この百万塔が本物であることが判明したそうです。
しかし、ここで疑問が出てくるのは・・以下のようなことです。
なぜ、いち民間人が「法隆寺・百万塔」を所持できたのか?
実は、この鑑定の時に「法隆寺・百万塔」が収められた箱に文章が書かれており、それを読むと以下のようになります。
「明治時代に境内の建造物を維持するために、巨額の資金が必要で支援金を募った。特に大口の支援金をお出しいていただいた方には感謝の意味を込めて、”百万塔”をお授けした」
と、書かれていたようです。
しかし、この百万塔、上記でもご紹介しましたが国宝ではないにせよ「重要文化財」です。
ここで問題になってくるのが、重要文化財指定のものを一個人が所有していて法律違反にならないのか?ということです。
しかし実はなんとぉぅ~!オぅイぇ~、いち民間人である個人が重要文化財や国宝を所持していても問題はないとのことです。
また、一個人が所有している先祖代々の遺品が国宝や重要文化財に指定されることもあるようです。
ただ、文化財指定を受けたからといって国や博物館に即、納めなければならないといったことはなく、文化財保護法の適用を受ける形で文化庁より管理の徹底は指摘されます。
管理の徹底とは、保存環境もそうですが、許可なく勝手に売買したりしてはいけないなどの制限を受けることになります。
しかしまぁ、あれですなぁ。国宝級のお宝を持つ気分というのは、いったいどんな気分でござんしょうかねぇ。

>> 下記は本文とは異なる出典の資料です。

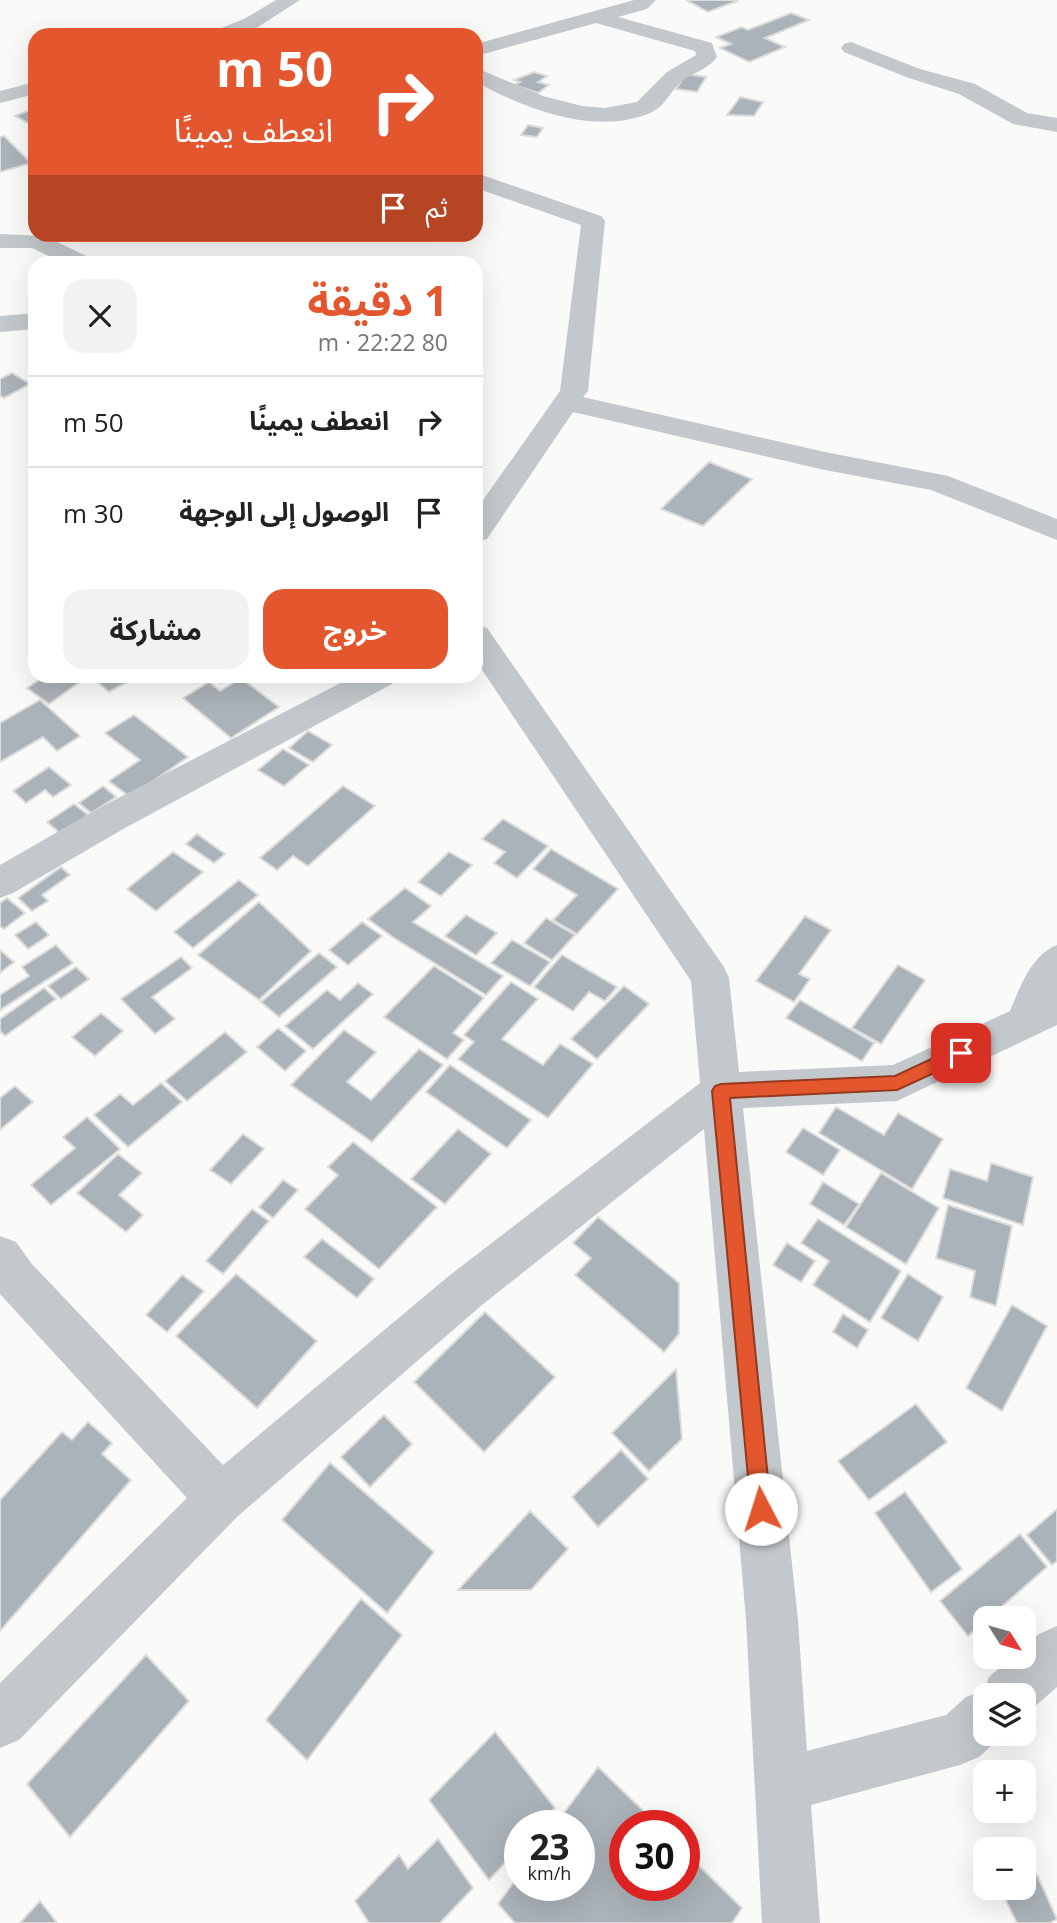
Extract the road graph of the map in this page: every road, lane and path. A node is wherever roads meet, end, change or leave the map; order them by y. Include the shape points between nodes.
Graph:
1 (290, 0) edge
2 (646, 0) edge
3 (596, 17) junction
4 (238, 28) edge
5 (483, 48) edge
6 (851, 48) dead end
7 (28, 78) edge
8 (483, 78) edge
9 (0, 97) edge
10 (1057, 125) edge
11 (483, 182) edge
12 (0, 241) edge
13 (28, 241) edge
14 (38, 242) edge
15 (67, 256) edge
16 (28, 322) edge
17 (0, 324) edge
18 (567, 402) junction
19 (483, 522) edge
20 (1057, 530) edge
21 (483, 646) edge
22 (367, 683) edge
23 (0, 883) edge
24 (1057, 961) edge
25 (1041, 1015) edge
26 (721, 1091) junction
27 (0, 1257) edge
28 (221, 1499) junction
29 (1057, 1652) edge
30 (1022, 1683) edge
31 (0, 1721) edge
32 (973, 1727) edge
33 (782, 1785) junction
34 (791, 1923) edge

1 - 4 street
2 - 3 street
3 - 5 street
3 - 8 street via 675,36 705,47 706,57 673,77 648,105 629,113 579,112 518,95
6 - 10 street via 913,74 967,89 1021,119
7 - 9 street
11 - 18 street via 593,221 574,391
12 - 13 street
14 - 15 street
16 - 17 street
18 - 19 street
18 - 20 street via 938,482
21 - 26 street via 710,978
22 - 23 street
24 - 25 street via 1037,993
25 - 26 street via 897,1083
26 - 28 street via 466,1290
26 - 33 street via 772,1620
27 - 28 street
28 - 31 street
29 - 30 street
32 - 33 street via 960,1738
33 - 34 street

いつもルパン三世一味の標的にされているとなると、いつも懐に入れて持ち歩くなどして、ウカウカと外出はできませぬなぁ。フぅ~ジこちゃ~ん
法隆寺・百万塔の種類と高さの変異
実はこの法隆寺・百万塔には種類があるようで、その種類とは主に「重塔の高さが異なっている」そうです。
以下のような種類になります。フぅ~ジこちゃ~ん
陀羅尼が入っていない百万塔
一般的に多く流通しているとされる普通の百万塔です。
陀羅尼が入っている百万塔
上述した小さな経典が入っている百万塔です。
一万節塔(いちまん せっとう)
これは「七重小塔(一萬節塔)」になります。1万基(個)ごとに、この「七重小塔」が造られたようです。
七重小塔の大きさ
- 高さ47.9㎝
造られた七重小塔の数
- 100個
※ある一定に数ごとに重塔の数が増加し、高さが大きくなっていくようです。
十万節塔(じゅうまん せっとう)
さらに10万基ごとになると「十万節塔」になり、「十三重小塔」になります。
十三重小塔の大きさ
- 高さ70.1㎝
造られた七重小塔の数
- 10個
法隆寺・百万塔が100万個完成するまでの製作期間
法隆寺の百万塔は何せ「100万」という途方もない数なので、現代のように簡単に量産できるワケではありません。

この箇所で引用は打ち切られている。